Allahü teâlânın izni ile sen kısa zamanda yetişerek, zamânının büyük
velîlerinden olursun. Cömerdliğin, eli açık bir kimse olman sebebiyle Allahü
teâlâ yüksek dereceler ihsân eder. Zâhid lakabıyla anılırsın. Maksem bölgesinde
senin için bir câmi inşâ edilir. Bu câminin inşâsı sırasında seni anlayamayan
bâzı zavallılar sana îtirazları yüzünden Allahü teâlâ tarafından
cezâlandırılırlar. Sen Mısır'ın her tarafında parmakla gösterilen büyüklerden
olursun. Senin vâsıtan ile çok kimse, âlî derecelere, yüksek makamlara
kavuşurlar." buyurdu. Bu zâtın söyledikleri zamanla çıktı. Bundan sonra Ahmed
Zâhid o zâtla ne kadar görüşmek istedi ise de nasîb olmadı.
Ahmed Zâhid,
kâbiliyeti ve üstün gayretleri ile kısa zamanda yetişerek kemâle geldi. İlmi ile
âmil olan âlimlerin büyüklerinden, tasavvuf yolunda bulunan yüksek derece
sahiplerinin üstünlerinden oldu.
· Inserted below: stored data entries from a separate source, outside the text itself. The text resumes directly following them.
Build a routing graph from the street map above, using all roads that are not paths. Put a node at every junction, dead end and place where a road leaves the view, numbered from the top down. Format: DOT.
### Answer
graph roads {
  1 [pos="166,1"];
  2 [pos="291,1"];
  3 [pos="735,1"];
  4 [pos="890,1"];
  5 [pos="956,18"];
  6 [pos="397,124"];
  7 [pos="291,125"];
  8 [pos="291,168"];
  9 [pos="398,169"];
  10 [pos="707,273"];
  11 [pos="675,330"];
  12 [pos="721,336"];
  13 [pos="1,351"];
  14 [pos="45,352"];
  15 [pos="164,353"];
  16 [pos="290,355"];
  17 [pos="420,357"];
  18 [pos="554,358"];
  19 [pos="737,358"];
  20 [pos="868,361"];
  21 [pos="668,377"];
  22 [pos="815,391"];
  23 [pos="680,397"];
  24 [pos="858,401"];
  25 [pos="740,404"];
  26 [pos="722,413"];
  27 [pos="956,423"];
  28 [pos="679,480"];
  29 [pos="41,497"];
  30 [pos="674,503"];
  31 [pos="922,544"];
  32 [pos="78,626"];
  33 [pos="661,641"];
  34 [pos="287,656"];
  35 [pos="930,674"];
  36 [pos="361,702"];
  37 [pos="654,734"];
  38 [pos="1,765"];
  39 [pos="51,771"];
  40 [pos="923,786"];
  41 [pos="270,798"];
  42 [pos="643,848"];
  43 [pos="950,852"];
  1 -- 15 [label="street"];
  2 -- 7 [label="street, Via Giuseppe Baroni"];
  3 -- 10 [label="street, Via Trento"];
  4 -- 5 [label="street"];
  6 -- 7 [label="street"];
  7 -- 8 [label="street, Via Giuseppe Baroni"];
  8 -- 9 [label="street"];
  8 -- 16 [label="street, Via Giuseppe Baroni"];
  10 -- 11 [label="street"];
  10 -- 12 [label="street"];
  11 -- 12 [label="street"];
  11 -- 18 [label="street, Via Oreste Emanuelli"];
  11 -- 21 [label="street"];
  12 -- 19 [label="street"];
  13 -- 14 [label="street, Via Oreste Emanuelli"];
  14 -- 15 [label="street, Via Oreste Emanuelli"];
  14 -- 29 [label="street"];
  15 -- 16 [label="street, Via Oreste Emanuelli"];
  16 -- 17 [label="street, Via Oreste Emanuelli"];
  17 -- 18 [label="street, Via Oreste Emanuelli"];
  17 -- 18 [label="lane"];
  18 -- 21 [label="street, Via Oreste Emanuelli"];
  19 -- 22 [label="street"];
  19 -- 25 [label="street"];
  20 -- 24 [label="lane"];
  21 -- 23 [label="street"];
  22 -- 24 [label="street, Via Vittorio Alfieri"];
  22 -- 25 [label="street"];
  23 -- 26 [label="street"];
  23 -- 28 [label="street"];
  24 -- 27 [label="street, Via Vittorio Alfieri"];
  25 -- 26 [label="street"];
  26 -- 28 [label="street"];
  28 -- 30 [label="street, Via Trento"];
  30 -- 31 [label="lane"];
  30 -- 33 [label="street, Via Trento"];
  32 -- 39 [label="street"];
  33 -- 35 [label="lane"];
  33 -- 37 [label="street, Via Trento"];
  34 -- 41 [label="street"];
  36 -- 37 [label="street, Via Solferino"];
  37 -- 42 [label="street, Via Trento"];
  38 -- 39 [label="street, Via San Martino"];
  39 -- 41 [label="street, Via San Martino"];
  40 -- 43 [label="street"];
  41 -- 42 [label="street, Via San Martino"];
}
Tasavvuf ehli arasında kendisi için, zamânında
bulunan evliyânın Cüneyd-i Bağdâdî'si denirdi.
Ahmed Zâhid
hazretlerinin ders verip sohbet etmesi, insanlara dînimizin emir ve yasaklarını
anlatması için bir câmi yapılmasına karar verildi. Bu hazırlıklar yapılırken,
sultanın yakın adamlarından Cemâleddîn isimli birisi, Ahmed Zâhid'e karşı uygun
olmayan düşünceler içinde idi. Câminin inşâsına mâni olmak istedi. Ahmed Zâhid
buna çok üzüldü. Diğer taraftan bir sebepten dolayı Cemâleddîn sultan tarafından
hapsedildi. İnşâata devam eden ustalar, Cemâleddîn'in hapisten çıkıp, tekrar
inşâata engel olmasından çekiniyorlardı. Ahmed Zâhid onlara iltifat edip; "Merak
etmeyin. Onun cezâsı hususîdir. Câminin inşâatı bitmedikçe çıkamaz." buyurdu.
Daha böyle îtiraz edenler oldu ise de hepsi cezâlarını buldular. Câmi
tamamlandıktan sonra Ahmed Zâhid hazretleri uzun seneler bu câmide yüzlerce
talebe yetiştirdi. Binlerce kişi sohbetlerinden istifâde etti. "Ehl-i sünnet
îtikâdında olan sâlih biri; benim bu mescidime gelip iki rekat namaz kılsa ve bu
îtikâd üzere vefât etse, bana kıyâmet gününde elinden tutmam, kendisini
müşkilâttan korumam ve ona şefâat etmem için izin verildi." buyururdu.
Çok
kerâmetleri görüldü. O ise, bu yüksek hallerini gizler, anlatılması îcab
ettiğinde, başka bir kimseden naklediyor gibi anlatırdı.
Ahmed ez-Zâhid
hazretlerinin en önde gelen talebelerinden olan Muhammed Gamravî, bir ara,
Kâhire'ye yüz doksan kilometre mesâfede bulunan Dimyât bölgesine gitmişti.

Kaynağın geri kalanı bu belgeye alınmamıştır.